Rappel pour les néophytes, les années 90 sont considérées comme la réelle naissance du FPS tel qu’on le connaît aujourd’hui, avec l’apparition de titres devenus légendaires, tels que Quake, Unreal Tournament, Doom et, à la fin de la décennie, Half Life. Toujours pour les néophytes, ces jeux vidéo ou en ligne, par leur nature de First Person Shooters, consistent à arpenter des niveaux plus ou moins linéaires en faisant feu sur tout ce qui bouge depuis une perspective subjective, le tout dans des fontaines de sang… Et le rapport de police indique que les deux tireurs jouaient régulièrement à Doom.

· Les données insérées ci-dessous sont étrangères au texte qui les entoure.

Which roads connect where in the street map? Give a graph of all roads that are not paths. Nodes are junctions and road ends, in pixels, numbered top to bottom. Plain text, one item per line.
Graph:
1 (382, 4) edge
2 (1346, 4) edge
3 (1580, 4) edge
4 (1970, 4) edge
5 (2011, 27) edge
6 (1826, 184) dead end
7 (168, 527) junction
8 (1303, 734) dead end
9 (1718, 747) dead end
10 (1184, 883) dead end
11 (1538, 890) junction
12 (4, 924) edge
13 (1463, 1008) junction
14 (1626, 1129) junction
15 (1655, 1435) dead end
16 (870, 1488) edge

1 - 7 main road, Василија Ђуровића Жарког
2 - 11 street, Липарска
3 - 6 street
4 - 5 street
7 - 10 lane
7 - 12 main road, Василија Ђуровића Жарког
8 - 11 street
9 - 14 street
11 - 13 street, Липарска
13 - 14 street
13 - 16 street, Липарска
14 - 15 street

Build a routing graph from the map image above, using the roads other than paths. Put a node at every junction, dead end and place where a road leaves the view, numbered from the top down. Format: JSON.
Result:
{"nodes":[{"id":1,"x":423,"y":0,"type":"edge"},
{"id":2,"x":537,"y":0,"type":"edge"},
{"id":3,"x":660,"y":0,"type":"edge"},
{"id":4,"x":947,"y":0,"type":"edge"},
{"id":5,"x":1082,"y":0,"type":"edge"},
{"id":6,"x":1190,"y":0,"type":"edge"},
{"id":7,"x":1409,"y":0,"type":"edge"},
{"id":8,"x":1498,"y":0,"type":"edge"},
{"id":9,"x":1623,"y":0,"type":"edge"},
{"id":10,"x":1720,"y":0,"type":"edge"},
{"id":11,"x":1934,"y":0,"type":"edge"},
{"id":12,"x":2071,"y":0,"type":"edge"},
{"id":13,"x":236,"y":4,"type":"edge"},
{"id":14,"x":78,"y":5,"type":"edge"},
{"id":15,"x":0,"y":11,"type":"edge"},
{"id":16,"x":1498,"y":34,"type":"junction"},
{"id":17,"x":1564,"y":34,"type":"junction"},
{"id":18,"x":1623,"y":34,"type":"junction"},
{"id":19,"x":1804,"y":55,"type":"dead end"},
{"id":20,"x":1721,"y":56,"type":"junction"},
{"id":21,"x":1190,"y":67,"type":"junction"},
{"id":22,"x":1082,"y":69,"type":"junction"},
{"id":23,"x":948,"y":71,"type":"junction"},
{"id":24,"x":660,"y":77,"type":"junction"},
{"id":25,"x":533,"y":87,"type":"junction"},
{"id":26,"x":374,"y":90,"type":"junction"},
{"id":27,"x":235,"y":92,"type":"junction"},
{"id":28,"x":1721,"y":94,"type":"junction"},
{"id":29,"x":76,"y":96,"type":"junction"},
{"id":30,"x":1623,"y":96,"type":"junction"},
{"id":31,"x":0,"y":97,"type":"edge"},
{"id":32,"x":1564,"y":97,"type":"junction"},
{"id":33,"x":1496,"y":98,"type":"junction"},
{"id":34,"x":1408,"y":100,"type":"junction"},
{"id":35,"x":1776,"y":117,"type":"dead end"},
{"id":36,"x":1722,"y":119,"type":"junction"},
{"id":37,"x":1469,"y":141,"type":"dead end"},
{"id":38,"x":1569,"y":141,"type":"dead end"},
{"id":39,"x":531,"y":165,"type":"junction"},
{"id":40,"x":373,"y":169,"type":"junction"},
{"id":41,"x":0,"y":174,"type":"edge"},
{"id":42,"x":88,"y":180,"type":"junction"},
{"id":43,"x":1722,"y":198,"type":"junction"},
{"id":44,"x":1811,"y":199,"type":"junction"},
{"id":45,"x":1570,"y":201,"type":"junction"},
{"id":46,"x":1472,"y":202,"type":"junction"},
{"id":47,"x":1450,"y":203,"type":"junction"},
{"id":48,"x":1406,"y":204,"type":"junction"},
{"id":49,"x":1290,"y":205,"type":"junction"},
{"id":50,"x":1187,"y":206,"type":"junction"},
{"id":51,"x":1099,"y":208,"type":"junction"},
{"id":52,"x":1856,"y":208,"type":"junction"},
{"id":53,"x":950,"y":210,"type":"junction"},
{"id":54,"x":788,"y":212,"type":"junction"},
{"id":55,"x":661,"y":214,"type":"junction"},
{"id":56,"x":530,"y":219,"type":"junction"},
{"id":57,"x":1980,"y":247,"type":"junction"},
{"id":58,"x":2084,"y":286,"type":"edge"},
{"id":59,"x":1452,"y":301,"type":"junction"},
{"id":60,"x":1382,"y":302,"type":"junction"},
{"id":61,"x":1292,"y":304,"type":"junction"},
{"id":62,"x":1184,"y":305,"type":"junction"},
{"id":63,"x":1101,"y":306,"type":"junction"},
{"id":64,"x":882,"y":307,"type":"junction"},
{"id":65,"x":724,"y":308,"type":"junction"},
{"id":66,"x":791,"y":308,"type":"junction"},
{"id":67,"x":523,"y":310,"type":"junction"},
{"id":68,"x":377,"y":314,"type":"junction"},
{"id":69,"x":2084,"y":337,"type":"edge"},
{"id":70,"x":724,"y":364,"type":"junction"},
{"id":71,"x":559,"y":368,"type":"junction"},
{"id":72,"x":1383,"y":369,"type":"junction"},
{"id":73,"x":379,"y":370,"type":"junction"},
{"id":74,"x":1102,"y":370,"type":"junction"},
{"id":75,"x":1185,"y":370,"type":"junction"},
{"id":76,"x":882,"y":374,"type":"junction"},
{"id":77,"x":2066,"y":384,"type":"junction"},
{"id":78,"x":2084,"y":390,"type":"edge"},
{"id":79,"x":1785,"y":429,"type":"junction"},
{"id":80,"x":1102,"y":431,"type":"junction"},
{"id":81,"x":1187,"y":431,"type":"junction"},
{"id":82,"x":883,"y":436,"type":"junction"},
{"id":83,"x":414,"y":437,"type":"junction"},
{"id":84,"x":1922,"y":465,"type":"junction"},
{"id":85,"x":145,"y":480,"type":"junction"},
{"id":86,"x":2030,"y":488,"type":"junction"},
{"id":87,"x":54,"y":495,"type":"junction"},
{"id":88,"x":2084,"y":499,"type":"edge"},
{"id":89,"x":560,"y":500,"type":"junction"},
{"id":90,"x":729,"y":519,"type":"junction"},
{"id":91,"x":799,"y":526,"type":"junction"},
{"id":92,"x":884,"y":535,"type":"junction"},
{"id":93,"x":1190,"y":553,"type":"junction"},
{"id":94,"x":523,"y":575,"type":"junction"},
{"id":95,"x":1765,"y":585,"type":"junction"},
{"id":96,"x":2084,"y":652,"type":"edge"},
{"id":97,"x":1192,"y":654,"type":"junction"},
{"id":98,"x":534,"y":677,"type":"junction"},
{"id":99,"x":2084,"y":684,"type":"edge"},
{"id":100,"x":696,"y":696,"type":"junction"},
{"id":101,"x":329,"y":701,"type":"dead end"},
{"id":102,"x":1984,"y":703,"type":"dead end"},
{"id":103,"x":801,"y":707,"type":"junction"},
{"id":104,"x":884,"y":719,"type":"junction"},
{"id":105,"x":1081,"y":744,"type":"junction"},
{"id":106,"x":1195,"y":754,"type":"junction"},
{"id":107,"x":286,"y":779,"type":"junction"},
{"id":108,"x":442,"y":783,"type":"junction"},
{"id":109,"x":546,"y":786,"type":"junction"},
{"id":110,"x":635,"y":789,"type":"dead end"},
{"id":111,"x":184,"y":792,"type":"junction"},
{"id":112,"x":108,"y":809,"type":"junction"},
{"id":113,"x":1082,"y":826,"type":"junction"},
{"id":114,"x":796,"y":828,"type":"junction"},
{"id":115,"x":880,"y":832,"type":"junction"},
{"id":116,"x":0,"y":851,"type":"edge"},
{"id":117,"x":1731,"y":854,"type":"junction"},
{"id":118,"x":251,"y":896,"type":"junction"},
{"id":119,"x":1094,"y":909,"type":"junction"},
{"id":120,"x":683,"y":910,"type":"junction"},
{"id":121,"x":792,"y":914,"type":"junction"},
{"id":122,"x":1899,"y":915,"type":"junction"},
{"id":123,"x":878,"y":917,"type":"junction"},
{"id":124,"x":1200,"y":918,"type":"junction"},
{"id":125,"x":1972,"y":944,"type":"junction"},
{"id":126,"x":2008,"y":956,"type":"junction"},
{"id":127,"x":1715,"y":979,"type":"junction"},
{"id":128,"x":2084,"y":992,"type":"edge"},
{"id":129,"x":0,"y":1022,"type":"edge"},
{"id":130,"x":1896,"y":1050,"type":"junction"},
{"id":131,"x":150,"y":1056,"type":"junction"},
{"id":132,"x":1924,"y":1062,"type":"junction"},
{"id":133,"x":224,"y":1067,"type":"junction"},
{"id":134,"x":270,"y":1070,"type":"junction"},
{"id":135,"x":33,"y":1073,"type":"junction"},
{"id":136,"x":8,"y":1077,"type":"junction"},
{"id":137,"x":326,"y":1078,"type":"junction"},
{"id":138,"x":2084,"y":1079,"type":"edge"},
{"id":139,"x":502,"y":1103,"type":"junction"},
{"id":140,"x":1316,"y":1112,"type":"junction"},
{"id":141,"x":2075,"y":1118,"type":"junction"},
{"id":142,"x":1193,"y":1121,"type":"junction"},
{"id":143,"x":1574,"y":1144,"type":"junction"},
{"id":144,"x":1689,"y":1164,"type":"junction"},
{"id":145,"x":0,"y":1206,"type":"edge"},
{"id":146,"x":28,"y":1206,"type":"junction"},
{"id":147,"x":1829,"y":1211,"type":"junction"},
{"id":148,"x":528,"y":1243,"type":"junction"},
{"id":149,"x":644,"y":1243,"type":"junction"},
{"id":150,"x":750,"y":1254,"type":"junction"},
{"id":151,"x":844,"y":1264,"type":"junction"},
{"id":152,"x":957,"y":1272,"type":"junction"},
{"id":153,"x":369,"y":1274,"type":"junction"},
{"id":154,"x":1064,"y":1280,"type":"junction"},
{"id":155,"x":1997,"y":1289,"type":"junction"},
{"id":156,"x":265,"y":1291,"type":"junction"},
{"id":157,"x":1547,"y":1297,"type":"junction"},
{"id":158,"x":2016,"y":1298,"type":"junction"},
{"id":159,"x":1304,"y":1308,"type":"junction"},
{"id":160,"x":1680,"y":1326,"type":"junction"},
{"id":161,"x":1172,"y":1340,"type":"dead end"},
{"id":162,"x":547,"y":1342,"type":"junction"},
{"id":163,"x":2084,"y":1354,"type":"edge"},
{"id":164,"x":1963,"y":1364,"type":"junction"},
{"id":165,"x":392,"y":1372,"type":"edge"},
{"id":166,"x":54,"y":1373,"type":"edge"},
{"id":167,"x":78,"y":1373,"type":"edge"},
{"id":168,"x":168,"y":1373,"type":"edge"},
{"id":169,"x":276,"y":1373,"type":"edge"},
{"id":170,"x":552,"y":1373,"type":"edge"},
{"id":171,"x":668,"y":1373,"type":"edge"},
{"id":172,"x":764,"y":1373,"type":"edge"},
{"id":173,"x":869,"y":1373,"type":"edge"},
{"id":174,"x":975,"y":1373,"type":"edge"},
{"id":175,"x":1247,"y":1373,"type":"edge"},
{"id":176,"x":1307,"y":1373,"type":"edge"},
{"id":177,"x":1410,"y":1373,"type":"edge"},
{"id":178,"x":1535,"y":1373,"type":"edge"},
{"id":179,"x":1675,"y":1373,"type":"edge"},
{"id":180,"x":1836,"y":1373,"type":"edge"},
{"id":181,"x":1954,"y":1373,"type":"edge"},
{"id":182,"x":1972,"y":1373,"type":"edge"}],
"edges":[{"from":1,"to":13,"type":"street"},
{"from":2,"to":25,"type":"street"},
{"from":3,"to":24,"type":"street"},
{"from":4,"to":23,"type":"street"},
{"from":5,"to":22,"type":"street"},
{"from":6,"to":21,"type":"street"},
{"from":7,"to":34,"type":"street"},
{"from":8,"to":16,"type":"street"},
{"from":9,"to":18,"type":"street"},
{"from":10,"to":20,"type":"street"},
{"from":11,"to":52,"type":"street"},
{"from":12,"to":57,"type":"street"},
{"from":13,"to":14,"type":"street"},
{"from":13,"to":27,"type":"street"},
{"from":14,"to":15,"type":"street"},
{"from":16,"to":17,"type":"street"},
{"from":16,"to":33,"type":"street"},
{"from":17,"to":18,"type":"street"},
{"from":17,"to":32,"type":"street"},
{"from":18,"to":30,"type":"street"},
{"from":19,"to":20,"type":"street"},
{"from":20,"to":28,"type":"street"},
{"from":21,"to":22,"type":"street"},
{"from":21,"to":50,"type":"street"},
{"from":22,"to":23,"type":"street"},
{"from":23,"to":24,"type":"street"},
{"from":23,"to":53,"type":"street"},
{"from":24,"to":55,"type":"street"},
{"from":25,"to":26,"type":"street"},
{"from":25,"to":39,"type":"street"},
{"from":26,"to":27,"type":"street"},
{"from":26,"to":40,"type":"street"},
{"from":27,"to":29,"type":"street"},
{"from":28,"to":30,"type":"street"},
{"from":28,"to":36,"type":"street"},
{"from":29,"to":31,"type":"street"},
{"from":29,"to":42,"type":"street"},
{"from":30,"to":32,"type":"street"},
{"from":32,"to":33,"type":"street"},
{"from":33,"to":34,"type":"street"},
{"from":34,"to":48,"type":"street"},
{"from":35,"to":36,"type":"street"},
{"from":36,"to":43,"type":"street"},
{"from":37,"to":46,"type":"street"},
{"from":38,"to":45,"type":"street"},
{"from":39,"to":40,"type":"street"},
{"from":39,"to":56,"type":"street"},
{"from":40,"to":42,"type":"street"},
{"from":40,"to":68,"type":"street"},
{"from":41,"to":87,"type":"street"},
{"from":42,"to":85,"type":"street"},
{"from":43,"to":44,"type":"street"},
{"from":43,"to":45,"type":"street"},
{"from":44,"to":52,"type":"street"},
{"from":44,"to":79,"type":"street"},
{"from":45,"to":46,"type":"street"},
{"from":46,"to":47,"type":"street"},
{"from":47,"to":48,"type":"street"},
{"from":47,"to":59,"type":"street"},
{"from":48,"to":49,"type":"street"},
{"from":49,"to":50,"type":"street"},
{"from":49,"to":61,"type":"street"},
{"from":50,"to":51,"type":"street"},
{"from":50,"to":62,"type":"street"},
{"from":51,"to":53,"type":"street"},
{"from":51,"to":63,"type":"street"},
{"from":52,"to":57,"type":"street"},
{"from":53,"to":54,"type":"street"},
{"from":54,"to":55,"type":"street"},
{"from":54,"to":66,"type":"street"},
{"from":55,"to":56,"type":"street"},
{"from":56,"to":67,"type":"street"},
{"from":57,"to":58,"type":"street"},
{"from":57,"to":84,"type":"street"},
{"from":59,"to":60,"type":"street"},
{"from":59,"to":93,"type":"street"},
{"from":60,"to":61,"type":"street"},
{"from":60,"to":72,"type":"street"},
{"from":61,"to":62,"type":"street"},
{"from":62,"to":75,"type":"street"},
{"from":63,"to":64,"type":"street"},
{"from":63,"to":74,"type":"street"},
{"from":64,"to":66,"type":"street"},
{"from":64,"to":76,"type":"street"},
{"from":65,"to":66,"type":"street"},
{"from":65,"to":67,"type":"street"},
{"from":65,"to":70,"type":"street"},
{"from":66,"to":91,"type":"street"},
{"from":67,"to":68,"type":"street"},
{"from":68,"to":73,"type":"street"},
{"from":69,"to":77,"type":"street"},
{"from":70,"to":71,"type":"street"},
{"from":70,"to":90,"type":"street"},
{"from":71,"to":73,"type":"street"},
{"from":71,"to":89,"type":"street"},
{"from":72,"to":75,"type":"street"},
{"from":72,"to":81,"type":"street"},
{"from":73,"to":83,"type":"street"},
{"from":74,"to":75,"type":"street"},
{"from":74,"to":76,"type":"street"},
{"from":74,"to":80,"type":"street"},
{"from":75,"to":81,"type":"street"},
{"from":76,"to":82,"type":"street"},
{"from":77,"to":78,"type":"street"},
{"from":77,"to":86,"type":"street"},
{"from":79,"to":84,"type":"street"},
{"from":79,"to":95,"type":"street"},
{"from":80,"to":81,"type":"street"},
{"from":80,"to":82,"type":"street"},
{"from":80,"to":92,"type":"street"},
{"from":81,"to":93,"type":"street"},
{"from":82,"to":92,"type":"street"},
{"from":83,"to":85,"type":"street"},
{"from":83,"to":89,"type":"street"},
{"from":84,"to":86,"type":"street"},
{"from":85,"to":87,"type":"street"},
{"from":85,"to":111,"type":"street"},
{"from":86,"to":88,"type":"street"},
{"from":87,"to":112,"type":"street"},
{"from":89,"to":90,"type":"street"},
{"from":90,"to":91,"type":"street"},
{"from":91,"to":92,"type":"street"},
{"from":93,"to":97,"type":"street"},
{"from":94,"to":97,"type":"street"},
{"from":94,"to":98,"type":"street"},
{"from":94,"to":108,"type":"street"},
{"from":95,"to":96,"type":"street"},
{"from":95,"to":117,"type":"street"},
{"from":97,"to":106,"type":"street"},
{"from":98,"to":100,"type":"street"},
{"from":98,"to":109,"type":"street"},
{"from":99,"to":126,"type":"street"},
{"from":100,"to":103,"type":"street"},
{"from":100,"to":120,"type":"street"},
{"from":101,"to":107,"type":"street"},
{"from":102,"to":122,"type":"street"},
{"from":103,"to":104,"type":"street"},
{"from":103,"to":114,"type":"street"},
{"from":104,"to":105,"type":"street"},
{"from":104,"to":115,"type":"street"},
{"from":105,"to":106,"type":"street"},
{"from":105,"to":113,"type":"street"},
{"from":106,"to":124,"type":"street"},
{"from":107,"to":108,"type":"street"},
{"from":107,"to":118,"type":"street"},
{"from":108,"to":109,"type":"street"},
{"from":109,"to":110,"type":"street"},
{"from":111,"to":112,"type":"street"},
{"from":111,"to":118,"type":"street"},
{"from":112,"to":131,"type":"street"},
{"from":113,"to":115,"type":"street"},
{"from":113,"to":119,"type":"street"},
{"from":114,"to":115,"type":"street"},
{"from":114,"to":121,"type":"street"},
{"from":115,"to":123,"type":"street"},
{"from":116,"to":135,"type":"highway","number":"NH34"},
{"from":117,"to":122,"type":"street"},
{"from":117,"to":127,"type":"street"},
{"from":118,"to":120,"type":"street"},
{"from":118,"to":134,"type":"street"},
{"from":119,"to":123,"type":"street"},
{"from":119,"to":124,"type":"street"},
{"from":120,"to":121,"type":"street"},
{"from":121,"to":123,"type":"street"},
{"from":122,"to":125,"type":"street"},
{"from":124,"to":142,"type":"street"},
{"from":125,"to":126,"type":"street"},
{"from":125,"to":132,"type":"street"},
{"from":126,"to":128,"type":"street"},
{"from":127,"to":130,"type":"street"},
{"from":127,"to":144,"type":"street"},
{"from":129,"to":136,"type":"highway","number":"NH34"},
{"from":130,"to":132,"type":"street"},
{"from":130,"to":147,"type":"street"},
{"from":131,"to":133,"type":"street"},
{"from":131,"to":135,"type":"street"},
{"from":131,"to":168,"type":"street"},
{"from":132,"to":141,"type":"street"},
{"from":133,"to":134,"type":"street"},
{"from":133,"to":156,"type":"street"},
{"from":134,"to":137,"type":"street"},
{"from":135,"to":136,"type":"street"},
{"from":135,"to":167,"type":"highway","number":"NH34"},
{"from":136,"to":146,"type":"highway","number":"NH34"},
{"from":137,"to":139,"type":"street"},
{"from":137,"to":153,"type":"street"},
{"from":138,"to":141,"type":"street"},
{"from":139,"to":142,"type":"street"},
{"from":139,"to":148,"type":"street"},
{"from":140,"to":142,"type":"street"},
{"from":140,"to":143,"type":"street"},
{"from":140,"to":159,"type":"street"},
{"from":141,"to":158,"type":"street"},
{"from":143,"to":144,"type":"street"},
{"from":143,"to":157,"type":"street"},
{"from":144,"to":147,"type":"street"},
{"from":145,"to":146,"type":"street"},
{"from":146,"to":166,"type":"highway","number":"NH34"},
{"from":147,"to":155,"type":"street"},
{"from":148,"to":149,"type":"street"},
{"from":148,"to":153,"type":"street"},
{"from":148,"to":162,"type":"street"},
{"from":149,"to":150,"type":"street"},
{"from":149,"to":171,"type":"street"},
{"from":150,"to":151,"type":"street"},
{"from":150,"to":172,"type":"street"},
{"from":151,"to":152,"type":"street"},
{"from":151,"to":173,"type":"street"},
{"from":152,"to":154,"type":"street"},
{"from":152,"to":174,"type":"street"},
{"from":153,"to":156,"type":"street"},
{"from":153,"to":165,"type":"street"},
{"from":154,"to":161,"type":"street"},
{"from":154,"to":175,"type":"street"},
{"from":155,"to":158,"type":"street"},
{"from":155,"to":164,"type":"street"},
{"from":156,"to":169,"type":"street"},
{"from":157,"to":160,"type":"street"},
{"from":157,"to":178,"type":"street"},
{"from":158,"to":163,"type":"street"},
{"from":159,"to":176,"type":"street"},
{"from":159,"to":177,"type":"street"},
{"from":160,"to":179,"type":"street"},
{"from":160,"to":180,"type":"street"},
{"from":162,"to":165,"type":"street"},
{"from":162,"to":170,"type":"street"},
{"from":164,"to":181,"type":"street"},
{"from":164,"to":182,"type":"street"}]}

Il a suffi de ça pour que les médias de l’époque, se vautrant grossièrement dans le sensationnalisme  (on est aux Etats-Unis après tout, rien de surprenant), se saisissent de l’affaire avec le recul qu’on peut espérer dans ce contexte, et reprochent aux jeux vidéo d’être le mal incarné, l’outil de Satan et le vecteur de toute la violence du monde. Il suffit de jeter un ½il à une capture d’écran du premier Doom pour voir que la violence s’y résume à quelques pixels rouges au milieu de la masse informe qui passait pour des graphismes à l’époque…

Loin de se dissiper avec le temps, ce genre de controverse ne fait qu’empirer à chaque tragédie, et ce malgré l’avènement des jeux en ligne plus « familiaux », à défaut d’un meilleur mot, où même les scènes de combat restent colorées et très sobres. Qu’on ne vienne pas me dire que Farmerama ou Rising Cities peuvent être une cause probable de pulsions meurtrières…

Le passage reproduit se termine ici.